THE INPUT –

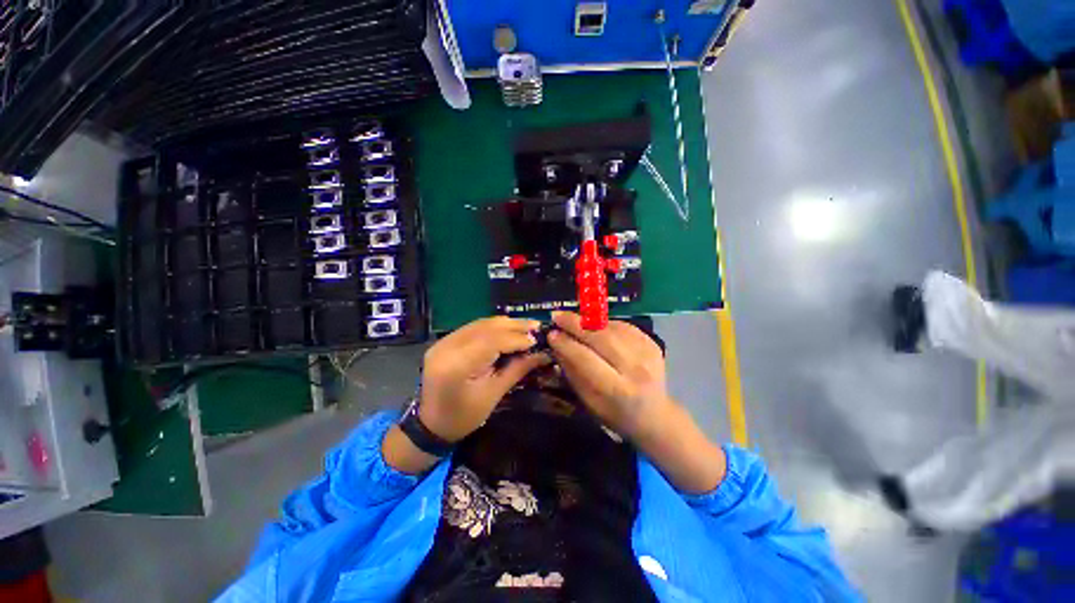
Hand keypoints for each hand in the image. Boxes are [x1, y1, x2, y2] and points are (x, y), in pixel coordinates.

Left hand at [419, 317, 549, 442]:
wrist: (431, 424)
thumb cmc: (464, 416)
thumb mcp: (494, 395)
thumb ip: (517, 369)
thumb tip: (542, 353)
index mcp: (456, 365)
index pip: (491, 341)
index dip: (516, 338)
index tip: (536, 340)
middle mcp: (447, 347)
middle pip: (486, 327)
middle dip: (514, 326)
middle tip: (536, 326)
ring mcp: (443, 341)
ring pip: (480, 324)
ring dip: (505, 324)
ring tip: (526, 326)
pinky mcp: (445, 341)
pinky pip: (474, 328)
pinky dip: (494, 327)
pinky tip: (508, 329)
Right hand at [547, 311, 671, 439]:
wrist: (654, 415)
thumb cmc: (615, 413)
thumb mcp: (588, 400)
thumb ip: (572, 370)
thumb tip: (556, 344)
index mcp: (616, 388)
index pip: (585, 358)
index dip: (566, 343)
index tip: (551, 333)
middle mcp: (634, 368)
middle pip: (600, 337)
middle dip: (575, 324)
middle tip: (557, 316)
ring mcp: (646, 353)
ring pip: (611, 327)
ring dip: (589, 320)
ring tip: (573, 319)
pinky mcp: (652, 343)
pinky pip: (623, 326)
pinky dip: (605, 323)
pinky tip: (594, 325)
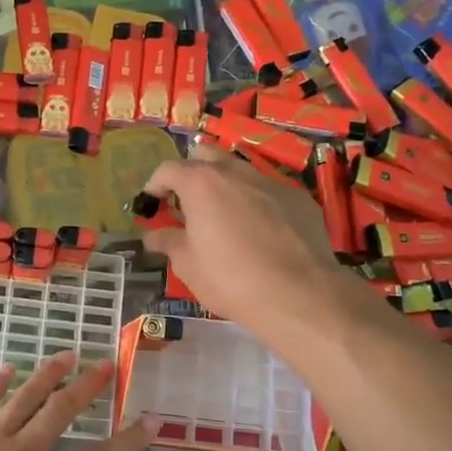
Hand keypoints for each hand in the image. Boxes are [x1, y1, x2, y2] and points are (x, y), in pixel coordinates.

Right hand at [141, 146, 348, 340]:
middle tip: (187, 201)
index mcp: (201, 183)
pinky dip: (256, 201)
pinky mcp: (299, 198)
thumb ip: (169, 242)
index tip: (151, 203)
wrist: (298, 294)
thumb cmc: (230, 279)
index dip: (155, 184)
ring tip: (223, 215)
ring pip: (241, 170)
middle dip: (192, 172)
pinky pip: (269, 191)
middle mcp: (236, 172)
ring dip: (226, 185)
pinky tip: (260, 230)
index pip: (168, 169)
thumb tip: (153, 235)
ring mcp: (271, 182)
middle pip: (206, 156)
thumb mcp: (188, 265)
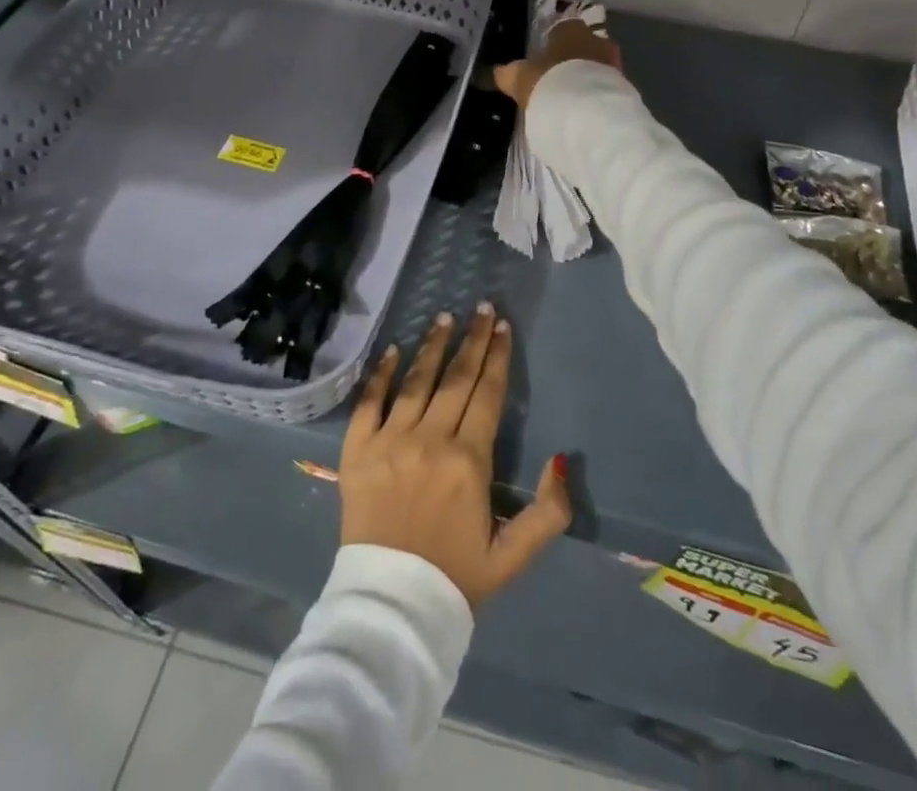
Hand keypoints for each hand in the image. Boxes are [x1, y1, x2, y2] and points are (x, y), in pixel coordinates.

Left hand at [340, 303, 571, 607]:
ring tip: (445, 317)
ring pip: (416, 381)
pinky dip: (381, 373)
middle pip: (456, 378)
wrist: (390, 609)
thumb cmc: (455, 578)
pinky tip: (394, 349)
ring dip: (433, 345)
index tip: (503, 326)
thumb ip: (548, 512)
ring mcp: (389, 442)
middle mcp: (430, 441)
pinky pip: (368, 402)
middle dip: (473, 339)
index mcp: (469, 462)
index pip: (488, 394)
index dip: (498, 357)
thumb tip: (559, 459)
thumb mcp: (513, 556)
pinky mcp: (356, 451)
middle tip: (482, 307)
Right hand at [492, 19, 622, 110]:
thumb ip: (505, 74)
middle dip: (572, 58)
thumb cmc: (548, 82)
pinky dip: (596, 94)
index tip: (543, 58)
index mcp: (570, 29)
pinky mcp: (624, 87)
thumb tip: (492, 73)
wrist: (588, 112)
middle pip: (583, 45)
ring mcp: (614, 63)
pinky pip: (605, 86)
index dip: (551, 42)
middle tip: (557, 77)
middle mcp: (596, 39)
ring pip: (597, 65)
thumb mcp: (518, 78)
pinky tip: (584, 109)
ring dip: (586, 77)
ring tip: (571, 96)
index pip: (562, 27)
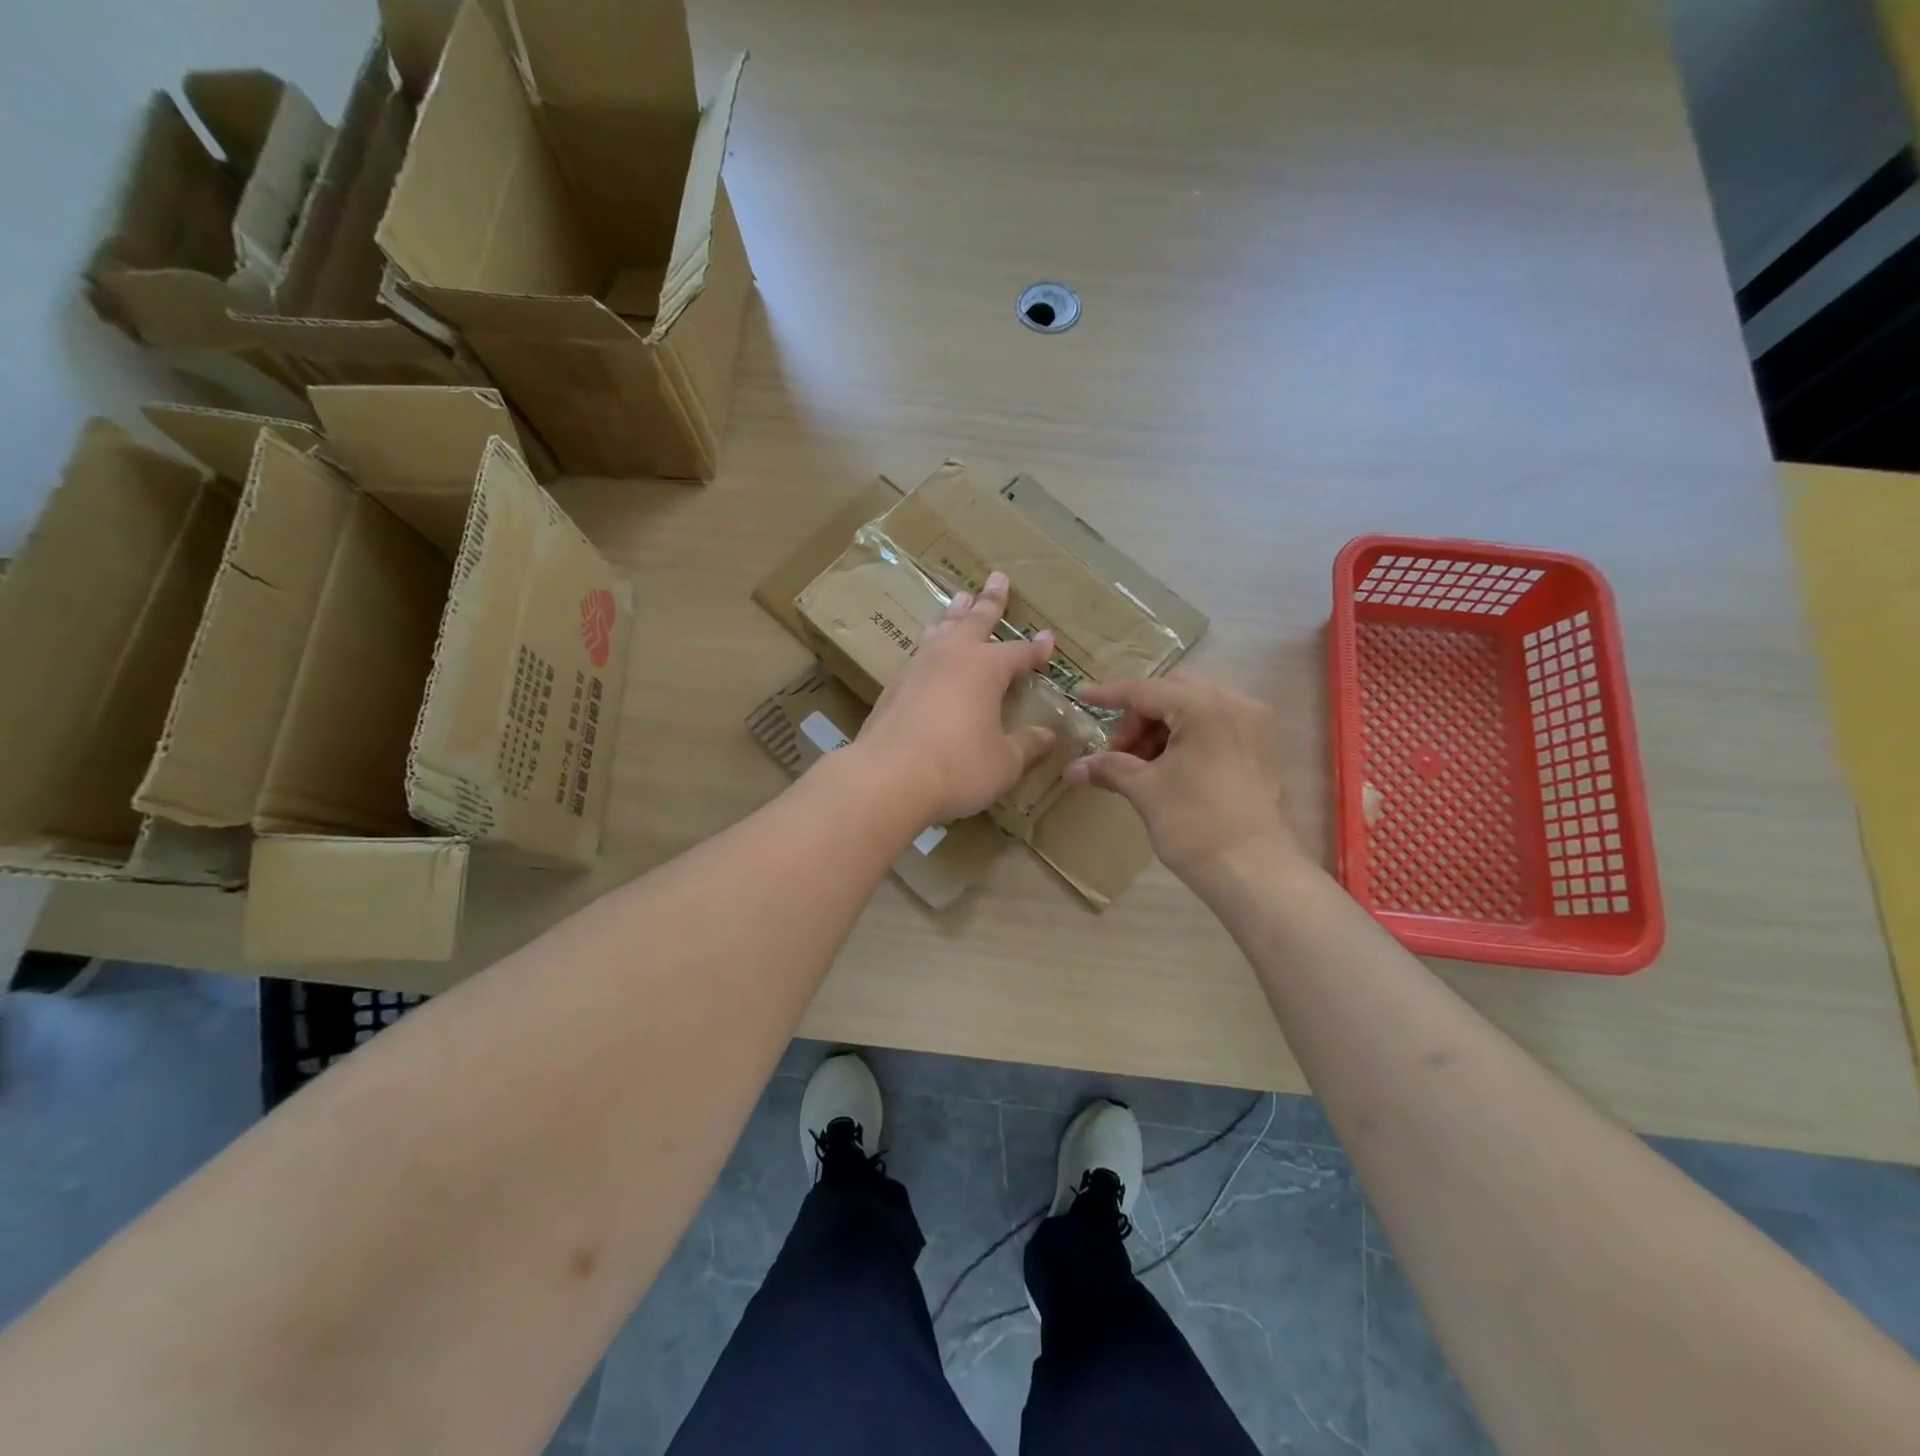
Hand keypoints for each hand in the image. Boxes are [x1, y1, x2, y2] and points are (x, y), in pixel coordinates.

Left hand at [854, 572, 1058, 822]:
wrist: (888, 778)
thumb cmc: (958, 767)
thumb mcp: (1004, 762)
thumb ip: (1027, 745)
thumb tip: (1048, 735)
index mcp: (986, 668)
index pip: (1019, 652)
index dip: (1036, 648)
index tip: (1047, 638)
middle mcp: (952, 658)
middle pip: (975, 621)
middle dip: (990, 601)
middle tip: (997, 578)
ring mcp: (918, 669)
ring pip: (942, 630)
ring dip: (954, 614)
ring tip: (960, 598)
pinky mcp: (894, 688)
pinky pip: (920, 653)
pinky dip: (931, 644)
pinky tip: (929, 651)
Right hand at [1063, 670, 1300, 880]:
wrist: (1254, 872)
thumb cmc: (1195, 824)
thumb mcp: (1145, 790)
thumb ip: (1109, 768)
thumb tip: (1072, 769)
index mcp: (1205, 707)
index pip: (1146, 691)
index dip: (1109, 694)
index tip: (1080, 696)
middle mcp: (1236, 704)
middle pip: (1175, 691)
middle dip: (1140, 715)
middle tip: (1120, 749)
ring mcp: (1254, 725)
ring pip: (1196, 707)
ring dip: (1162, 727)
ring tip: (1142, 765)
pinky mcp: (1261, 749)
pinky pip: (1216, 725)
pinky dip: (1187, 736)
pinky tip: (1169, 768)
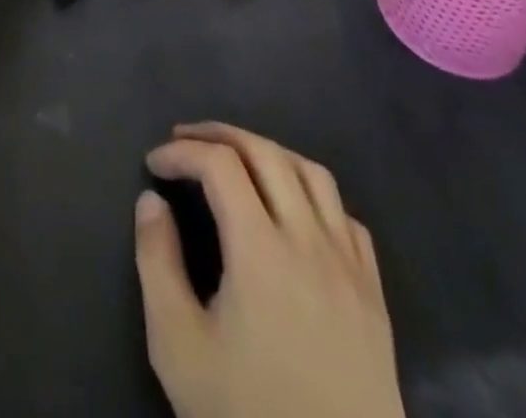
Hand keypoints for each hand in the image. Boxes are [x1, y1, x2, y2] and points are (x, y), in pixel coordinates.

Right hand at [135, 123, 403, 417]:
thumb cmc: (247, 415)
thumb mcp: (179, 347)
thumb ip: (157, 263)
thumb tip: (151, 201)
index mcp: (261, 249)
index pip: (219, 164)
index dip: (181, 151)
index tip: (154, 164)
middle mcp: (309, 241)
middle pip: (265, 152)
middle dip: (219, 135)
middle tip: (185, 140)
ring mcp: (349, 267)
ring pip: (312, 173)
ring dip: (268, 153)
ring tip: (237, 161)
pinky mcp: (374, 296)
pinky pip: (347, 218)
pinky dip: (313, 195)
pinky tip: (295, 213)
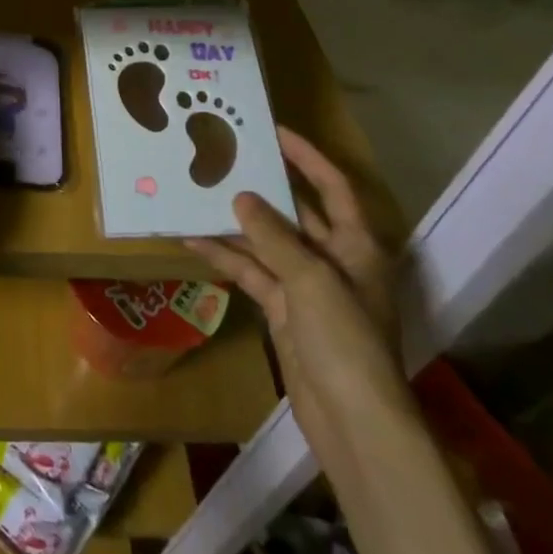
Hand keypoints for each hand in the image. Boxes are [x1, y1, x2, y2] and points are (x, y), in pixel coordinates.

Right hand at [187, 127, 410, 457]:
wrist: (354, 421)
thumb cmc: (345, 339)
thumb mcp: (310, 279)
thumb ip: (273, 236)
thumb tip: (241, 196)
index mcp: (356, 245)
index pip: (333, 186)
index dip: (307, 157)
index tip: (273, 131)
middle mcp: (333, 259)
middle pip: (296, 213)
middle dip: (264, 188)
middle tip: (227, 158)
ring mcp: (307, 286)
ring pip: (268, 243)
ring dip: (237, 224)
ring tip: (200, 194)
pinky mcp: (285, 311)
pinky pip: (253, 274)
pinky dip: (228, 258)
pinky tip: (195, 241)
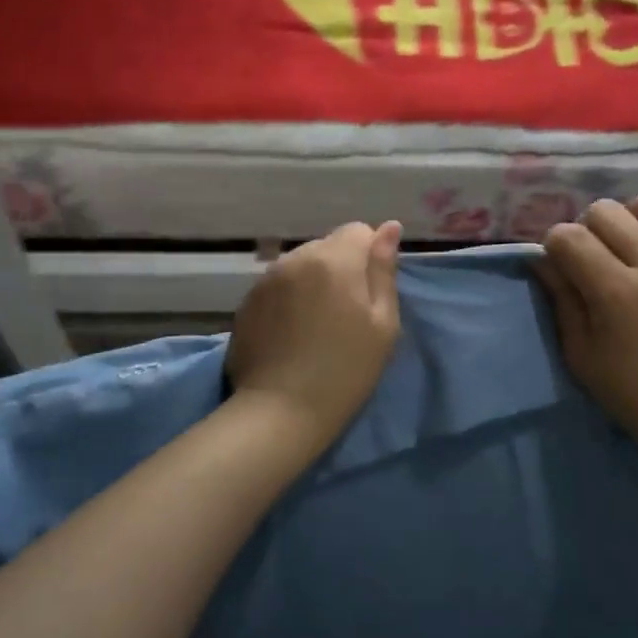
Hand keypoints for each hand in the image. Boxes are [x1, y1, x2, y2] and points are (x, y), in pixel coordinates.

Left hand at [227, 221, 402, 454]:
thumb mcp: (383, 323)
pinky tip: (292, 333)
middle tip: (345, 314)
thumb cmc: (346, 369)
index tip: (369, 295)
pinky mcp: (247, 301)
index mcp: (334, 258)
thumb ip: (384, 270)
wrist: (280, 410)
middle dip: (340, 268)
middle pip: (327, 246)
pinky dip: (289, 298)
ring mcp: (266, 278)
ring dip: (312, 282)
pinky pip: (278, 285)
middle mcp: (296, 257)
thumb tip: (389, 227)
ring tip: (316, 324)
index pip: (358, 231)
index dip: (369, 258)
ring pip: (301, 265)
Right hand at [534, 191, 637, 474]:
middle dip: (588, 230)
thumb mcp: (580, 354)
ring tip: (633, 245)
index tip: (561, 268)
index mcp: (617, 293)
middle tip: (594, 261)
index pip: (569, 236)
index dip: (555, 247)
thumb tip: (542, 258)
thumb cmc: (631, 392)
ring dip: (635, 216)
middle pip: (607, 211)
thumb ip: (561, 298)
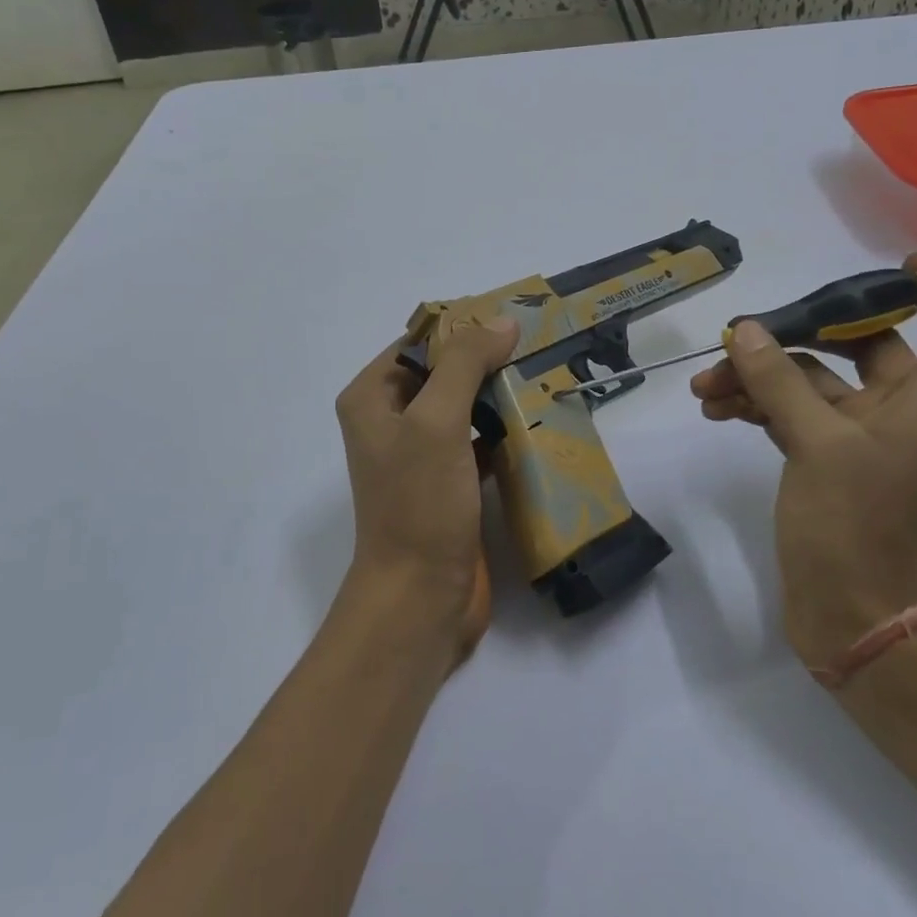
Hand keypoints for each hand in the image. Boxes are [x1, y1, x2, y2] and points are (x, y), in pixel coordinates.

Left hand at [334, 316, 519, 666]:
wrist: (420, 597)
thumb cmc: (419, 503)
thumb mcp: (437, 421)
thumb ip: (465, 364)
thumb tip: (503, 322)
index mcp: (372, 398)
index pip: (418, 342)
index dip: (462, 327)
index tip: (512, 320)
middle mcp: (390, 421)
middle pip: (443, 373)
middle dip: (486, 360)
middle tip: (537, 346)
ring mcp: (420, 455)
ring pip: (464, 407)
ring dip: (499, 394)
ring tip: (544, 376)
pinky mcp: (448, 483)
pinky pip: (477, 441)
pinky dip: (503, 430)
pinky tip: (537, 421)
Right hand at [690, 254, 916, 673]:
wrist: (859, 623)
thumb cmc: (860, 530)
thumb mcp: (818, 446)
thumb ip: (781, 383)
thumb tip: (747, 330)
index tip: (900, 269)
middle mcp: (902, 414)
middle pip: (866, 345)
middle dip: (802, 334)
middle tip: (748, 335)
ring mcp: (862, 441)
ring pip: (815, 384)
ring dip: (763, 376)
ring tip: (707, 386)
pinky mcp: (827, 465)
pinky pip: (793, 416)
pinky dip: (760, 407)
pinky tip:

WHAT YOU WILL DO –
Look through the listing and return each line containing the word "Right".

TASK SOLUTION –
Right hand at [547, 311, 671, 439]:
Right hand at [141, 146, 348, 340]:
Right hand at [492, 19, 622, 110]:
Right hand at [1063, 670, 1300, 880]:
Right hand at [135, 123, 403, 417]:
Right hand at [187, 127, 410, 457]:
Right hand at [534, 191, 637, 474]:
Right hand at [690, 254, 916, 673]:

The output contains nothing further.